**EXERCISE**
Using the records below, filter out every line that lacks "edges" and copy the rest.

Saved data entries
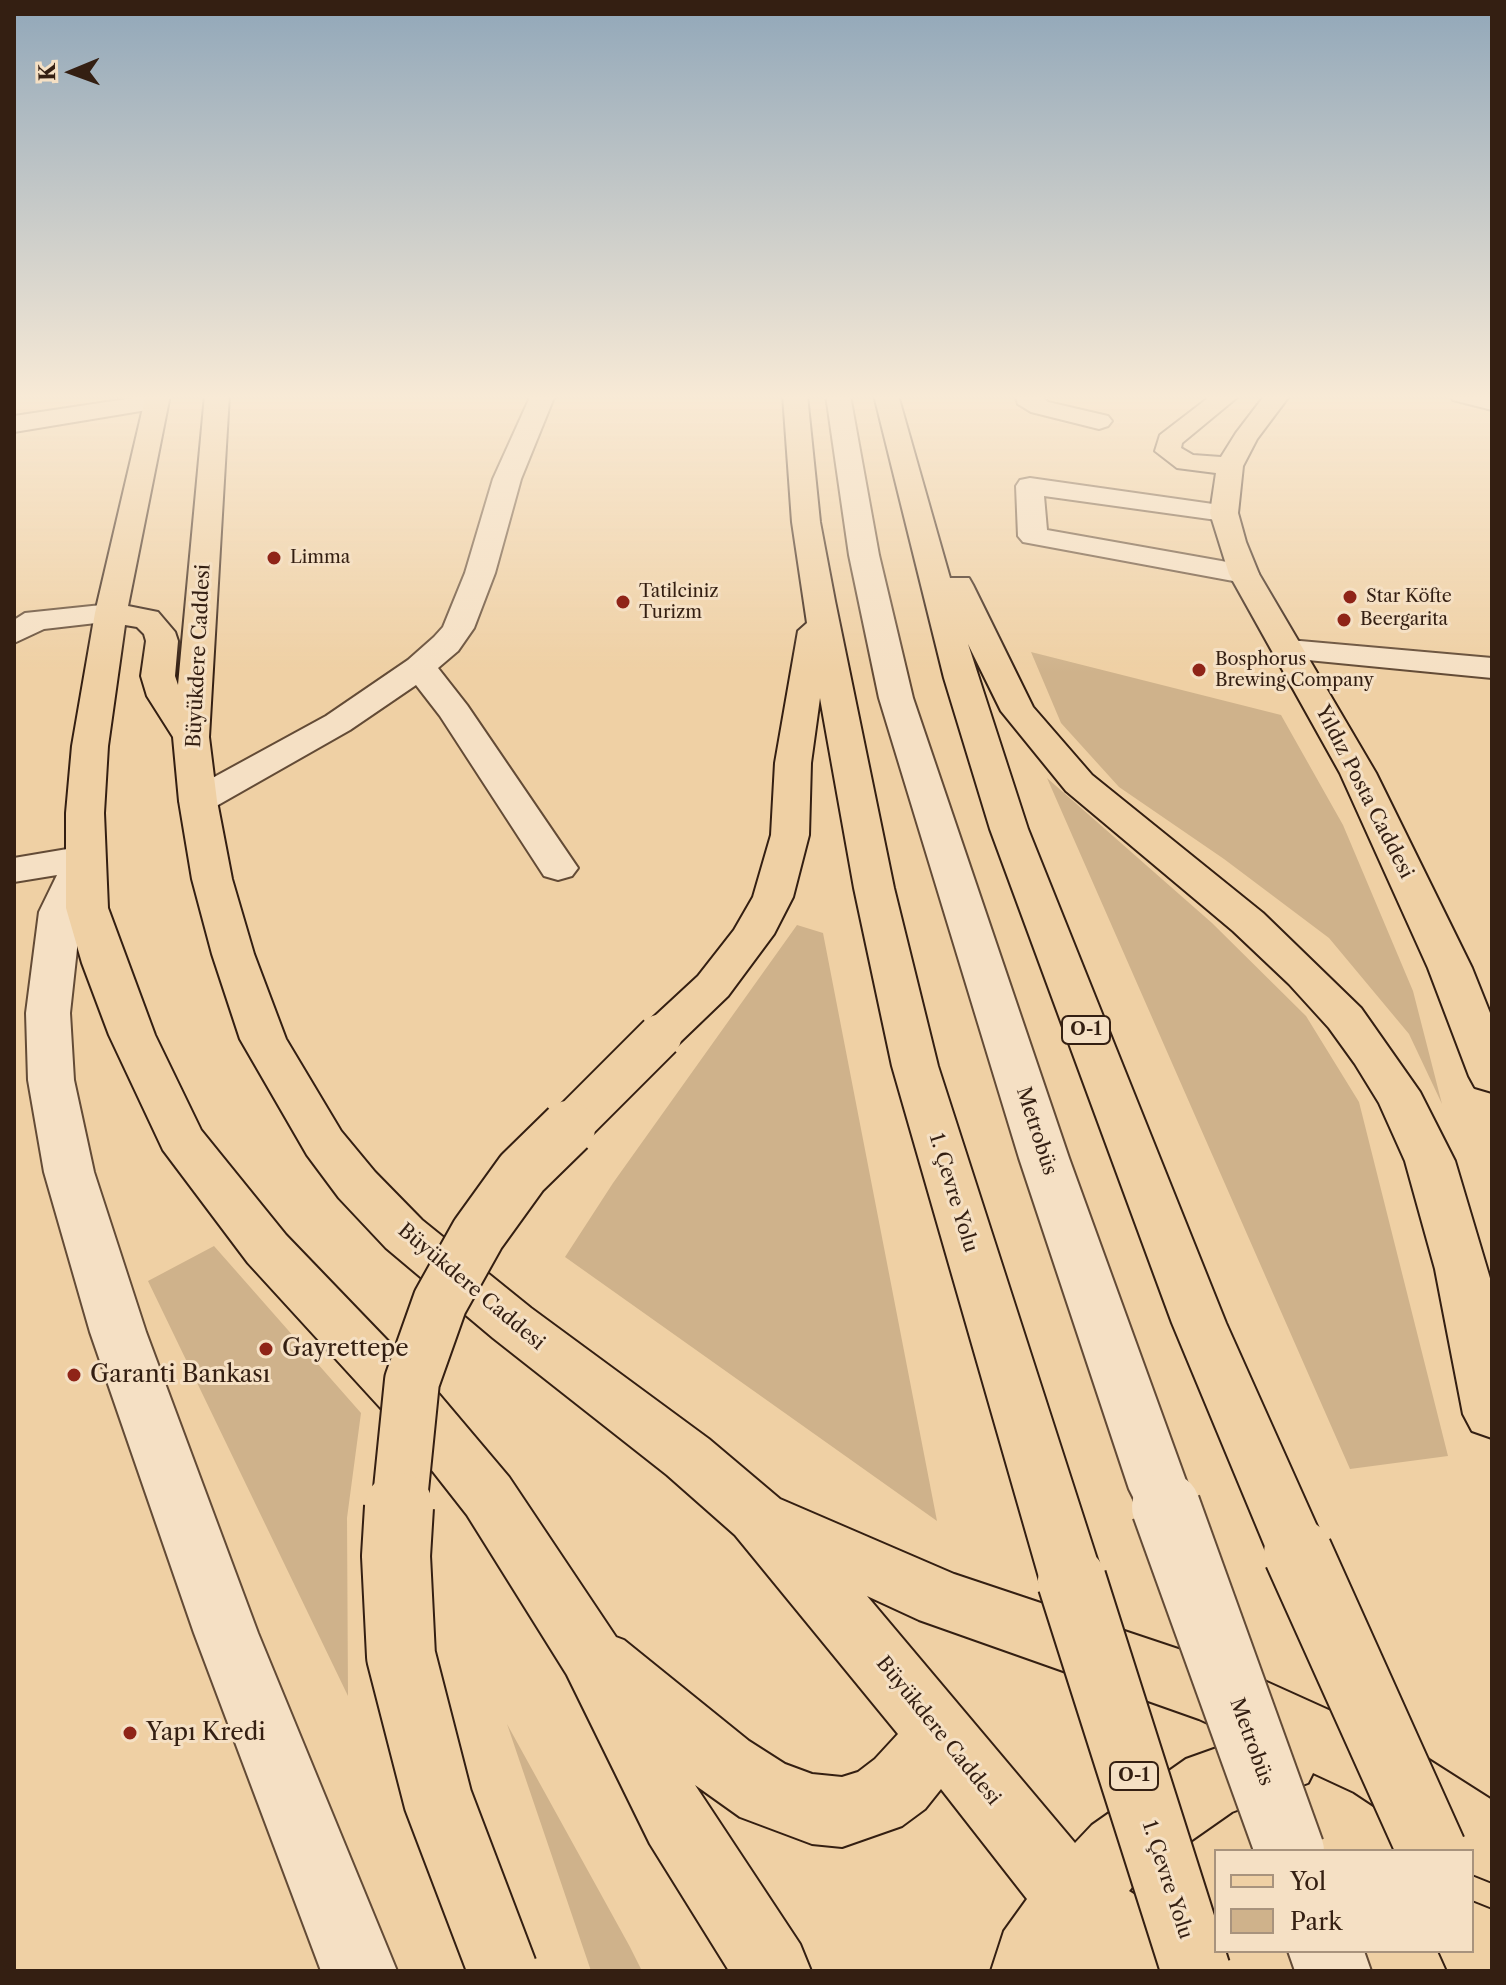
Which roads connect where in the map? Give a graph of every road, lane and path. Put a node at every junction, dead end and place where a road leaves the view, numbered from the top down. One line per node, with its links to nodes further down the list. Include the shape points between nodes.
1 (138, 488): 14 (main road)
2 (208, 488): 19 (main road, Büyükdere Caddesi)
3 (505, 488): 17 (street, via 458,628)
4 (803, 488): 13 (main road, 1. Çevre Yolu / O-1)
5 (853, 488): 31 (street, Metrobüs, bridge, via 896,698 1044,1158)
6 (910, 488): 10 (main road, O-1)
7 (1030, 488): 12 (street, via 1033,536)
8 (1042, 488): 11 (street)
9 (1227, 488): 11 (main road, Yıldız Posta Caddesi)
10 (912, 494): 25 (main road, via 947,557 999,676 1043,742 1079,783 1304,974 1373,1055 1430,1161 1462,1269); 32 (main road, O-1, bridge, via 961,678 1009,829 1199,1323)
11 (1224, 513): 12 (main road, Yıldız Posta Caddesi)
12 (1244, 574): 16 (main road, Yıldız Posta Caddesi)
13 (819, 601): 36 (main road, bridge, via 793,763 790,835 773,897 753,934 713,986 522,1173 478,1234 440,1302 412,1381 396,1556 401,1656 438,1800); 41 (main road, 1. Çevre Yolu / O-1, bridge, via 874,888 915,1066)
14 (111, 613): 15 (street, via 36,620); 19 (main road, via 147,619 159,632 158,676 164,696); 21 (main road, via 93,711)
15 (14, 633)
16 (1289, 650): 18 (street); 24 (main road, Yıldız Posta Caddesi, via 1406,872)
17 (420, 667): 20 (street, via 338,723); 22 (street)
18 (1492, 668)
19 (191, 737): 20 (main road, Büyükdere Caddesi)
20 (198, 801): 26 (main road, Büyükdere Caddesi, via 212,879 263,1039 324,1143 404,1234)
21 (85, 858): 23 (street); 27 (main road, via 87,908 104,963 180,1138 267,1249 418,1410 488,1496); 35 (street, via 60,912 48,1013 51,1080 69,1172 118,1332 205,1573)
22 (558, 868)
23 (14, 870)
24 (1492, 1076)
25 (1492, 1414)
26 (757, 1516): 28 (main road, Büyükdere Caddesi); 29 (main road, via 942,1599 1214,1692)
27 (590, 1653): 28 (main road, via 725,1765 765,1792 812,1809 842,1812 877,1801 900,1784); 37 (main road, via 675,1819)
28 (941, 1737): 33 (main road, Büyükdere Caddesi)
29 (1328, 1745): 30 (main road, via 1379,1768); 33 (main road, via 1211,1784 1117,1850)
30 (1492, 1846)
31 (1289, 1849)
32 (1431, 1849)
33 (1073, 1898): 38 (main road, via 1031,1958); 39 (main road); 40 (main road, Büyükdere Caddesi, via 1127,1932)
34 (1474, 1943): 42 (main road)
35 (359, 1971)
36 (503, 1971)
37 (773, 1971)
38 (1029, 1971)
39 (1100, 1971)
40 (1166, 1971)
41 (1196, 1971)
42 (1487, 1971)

--

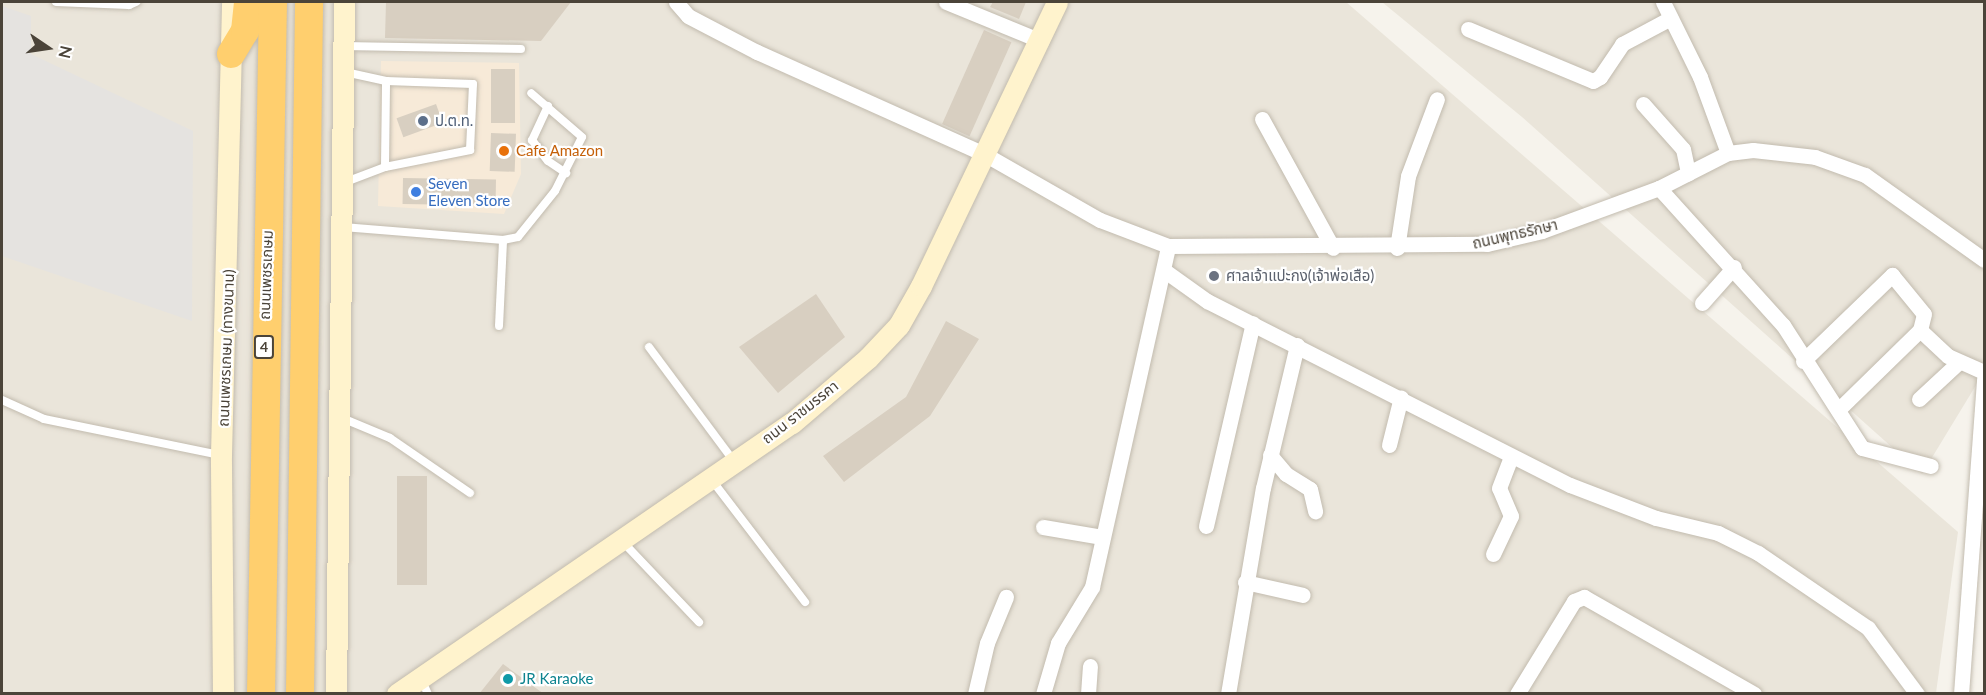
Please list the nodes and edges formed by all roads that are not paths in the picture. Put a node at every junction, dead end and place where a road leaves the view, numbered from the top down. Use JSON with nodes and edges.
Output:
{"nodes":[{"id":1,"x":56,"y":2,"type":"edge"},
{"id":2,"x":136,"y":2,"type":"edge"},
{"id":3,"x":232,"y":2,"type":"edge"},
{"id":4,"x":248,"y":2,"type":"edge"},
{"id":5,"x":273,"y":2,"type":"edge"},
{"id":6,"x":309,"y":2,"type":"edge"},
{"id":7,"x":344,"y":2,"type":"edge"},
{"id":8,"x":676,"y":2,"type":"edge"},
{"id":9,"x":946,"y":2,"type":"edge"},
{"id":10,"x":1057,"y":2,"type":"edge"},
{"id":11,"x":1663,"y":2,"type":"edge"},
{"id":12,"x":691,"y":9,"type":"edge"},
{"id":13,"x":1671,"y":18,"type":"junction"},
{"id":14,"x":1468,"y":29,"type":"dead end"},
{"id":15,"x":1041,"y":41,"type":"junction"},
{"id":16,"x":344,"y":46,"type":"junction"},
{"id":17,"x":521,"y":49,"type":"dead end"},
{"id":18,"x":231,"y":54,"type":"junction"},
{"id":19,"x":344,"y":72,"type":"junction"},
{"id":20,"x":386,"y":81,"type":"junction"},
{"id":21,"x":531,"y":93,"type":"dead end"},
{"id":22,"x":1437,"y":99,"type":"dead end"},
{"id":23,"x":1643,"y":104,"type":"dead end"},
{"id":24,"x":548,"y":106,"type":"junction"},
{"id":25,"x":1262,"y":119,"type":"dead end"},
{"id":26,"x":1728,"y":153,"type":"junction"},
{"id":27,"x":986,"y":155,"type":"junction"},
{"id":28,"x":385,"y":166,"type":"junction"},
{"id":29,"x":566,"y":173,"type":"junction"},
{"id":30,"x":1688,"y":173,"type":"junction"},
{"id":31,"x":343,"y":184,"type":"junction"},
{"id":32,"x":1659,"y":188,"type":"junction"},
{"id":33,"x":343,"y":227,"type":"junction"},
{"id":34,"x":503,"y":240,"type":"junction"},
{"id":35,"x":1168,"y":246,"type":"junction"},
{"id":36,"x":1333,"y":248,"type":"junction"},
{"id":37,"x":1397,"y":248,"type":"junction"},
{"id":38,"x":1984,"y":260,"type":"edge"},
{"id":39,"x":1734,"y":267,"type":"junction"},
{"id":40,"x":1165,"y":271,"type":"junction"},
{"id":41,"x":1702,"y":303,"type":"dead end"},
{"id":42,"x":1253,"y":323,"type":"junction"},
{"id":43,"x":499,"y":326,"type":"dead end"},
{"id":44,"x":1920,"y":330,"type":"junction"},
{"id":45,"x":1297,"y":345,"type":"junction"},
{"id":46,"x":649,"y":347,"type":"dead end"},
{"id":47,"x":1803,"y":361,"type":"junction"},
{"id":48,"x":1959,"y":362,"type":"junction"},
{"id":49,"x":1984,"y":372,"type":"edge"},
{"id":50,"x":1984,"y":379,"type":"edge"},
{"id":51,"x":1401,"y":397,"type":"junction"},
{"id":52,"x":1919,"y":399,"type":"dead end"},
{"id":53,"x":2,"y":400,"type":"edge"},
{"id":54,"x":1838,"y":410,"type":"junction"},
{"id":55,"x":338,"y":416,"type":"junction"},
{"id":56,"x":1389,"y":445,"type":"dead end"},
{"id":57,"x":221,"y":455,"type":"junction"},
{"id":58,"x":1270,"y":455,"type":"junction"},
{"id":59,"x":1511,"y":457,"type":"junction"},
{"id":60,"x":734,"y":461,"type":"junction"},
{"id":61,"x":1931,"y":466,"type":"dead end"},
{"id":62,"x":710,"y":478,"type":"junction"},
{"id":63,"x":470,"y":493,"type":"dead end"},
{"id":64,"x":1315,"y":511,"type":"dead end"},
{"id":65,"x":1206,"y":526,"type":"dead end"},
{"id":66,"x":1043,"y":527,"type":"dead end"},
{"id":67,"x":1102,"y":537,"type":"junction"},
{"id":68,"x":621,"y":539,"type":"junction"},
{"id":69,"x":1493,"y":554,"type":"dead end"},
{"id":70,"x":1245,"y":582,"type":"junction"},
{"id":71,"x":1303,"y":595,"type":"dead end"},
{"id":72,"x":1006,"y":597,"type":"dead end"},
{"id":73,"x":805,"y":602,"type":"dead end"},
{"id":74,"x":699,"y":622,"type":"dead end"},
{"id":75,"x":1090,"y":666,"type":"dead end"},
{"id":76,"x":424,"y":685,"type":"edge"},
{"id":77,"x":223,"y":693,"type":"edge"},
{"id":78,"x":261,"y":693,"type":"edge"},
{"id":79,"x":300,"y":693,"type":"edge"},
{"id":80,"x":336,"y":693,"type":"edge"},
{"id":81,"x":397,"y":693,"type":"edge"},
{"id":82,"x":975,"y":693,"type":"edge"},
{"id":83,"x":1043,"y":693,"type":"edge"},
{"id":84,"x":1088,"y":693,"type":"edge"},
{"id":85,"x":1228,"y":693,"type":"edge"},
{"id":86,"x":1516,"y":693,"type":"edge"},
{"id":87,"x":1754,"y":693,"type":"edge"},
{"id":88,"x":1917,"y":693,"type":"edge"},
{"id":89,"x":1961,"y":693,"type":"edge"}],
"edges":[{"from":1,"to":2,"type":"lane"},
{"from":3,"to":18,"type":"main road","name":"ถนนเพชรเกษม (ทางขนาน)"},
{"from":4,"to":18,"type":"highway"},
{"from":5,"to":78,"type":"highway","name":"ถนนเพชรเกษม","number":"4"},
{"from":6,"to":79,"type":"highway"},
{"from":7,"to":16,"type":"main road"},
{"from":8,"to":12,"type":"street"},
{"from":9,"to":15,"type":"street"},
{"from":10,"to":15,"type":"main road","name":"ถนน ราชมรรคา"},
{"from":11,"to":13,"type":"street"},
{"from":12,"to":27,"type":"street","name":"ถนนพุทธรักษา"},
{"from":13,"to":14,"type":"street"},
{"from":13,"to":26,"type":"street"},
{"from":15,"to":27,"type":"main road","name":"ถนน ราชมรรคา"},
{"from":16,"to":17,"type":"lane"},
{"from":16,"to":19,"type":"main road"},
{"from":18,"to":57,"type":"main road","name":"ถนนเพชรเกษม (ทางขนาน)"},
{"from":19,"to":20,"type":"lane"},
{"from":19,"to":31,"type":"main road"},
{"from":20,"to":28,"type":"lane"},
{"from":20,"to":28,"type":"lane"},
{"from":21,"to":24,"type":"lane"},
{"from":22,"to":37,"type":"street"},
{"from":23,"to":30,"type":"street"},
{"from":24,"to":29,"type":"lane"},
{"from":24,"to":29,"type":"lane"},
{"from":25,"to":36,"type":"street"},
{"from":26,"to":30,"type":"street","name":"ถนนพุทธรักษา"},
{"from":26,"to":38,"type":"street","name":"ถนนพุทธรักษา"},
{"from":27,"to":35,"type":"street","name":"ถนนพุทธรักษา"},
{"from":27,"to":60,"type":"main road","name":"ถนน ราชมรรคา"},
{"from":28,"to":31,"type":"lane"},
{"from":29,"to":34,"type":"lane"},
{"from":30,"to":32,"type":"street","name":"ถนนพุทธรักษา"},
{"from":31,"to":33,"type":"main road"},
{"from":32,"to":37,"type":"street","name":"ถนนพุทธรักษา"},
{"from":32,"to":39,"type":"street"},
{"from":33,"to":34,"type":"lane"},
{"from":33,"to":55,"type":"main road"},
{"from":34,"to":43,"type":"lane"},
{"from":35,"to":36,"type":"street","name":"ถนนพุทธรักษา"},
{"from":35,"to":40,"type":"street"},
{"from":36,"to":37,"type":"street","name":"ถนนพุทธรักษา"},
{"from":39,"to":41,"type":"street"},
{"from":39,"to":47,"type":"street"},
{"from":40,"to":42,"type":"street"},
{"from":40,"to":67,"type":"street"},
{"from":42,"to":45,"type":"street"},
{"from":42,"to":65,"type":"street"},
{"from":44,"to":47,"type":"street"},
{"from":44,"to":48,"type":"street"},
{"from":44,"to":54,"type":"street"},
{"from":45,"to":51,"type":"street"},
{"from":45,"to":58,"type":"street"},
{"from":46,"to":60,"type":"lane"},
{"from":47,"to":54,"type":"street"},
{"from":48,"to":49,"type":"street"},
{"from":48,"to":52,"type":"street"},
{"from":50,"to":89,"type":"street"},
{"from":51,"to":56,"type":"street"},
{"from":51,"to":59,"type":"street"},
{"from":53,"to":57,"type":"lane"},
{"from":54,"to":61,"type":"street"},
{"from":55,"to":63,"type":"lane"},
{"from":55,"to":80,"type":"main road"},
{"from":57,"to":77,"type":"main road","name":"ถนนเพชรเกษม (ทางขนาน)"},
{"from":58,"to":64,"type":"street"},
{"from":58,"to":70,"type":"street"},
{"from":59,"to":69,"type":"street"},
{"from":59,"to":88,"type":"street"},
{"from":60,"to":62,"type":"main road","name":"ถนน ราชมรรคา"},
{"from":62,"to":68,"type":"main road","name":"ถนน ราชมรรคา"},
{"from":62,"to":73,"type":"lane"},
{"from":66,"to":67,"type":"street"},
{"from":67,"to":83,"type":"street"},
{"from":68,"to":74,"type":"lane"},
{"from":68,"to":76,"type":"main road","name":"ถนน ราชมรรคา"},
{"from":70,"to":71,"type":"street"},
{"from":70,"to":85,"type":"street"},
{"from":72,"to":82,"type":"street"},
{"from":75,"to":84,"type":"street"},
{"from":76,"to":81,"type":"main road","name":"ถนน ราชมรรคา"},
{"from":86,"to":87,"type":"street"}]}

**FINAL ANSWER**
Please list the nodes and edges formed by all roads that are not paths in the picture. Put a node at every junction, dead end and place where a road leaves the view, numbered from the top down. Use JSON with nodes and edges.
"edges":[{"from":1,"to":2,"type":"lane"},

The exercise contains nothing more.